La malattia e la morte lo hanno trovato pronto, anche se i giorni del male che lo ha ghermito sono stati per lui una dura scuola che ha perfezionato la sua preparazione al dono della vita nel momento della morte. Posso testimoniare personalmente che ha affrontato nella luce della fede, i primi sintomi, poi la diagnosi terribile della malattia, poi l’operazione, la degenza in ospedale, l’affievolirsi delle forze, lo spegnersi di ogni speranza umana e infine la morte.

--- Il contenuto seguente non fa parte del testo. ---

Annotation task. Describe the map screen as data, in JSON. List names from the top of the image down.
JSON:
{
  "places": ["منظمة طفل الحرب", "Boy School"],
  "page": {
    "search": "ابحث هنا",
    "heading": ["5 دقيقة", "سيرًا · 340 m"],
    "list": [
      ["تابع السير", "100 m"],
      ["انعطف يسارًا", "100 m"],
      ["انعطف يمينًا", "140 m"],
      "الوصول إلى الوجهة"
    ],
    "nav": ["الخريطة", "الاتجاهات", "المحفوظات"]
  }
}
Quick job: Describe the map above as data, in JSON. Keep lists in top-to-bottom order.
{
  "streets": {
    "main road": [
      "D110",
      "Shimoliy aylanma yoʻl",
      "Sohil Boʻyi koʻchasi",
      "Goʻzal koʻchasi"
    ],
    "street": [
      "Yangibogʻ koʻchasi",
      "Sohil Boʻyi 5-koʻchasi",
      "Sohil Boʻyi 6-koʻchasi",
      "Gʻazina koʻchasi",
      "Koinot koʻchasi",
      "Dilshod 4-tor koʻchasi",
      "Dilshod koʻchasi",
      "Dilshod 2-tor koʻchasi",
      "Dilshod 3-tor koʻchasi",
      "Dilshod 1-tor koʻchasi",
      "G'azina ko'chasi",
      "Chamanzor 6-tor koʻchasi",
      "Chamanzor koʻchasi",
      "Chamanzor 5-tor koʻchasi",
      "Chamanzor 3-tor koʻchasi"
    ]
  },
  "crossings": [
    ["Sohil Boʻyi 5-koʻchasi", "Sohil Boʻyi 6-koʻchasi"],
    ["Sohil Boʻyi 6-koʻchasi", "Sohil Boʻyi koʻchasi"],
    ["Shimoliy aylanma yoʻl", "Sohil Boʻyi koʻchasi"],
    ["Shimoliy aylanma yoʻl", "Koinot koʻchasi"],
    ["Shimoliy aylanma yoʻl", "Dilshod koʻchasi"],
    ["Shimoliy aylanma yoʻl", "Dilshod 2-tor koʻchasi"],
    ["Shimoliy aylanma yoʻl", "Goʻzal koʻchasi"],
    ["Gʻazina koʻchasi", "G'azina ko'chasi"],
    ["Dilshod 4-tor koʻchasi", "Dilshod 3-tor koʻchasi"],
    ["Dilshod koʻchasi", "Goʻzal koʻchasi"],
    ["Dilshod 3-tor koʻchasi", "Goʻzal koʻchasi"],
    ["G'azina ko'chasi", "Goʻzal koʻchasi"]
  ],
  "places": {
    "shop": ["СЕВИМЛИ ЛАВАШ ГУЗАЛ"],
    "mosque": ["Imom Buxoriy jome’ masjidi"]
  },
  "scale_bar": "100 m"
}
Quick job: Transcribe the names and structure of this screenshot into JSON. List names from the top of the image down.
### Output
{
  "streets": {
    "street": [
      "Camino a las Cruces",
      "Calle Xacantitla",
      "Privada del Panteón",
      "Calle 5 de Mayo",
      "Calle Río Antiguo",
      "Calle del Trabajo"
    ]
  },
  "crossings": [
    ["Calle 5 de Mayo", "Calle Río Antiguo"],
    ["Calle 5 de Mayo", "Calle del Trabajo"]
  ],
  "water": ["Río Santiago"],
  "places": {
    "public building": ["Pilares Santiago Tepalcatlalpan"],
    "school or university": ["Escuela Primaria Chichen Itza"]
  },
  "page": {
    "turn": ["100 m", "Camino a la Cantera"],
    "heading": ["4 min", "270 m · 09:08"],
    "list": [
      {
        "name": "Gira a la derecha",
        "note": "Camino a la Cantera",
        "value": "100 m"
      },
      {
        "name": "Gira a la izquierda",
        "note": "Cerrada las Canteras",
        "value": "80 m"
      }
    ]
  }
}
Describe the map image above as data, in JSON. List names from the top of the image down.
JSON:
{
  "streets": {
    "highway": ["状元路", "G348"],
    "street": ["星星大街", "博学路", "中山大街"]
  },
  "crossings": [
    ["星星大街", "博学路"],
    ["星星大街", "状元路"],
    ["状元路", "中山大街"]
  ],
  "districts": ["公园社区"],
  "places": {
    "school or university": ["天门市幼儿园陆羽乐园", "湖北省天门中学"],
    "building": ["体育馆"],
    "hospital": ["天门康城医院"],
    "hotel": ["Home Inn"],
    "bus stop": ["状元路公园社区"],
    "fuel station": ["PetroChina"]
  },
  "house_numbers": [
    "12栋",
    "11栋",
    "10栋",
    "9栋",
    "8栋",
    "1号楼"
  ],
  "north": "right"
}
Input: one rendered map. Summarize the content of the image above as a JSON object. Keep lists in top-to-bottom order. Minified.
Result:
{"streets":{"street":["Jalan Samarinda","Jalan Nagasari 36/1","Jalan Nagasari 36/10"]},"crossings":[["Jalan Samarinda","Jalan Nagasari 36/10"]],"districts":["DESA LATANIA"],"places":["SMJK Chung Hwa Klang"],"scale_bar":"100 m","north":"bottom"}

Sempre ben consapevole della sua situazione, ha confidato nel Signore e il Signore lo ha sostenuto. E’ stato duramente provato, tra alti e bassi, piccole riprese e ricadute. Sempre sereno e con una grande pace nel cuore, affidato completamente a Gesù, pieno di amore per Lui e per le persone che sono passate attraverso la sua esistenza e che ha portato sempre con sé. Posso attestare di persona la sua fede rocciosa, la sua delicatezza d’animo, l’abbandono fiducioso e gioioso nelle mani del Signore. Credo e concludo che il vescovo Mansueto non solo sia stato ma sia ancora oggi per tutti noi, davvero un grande amico, un maestro e un testimone della gioia vera, quella del Vangelo.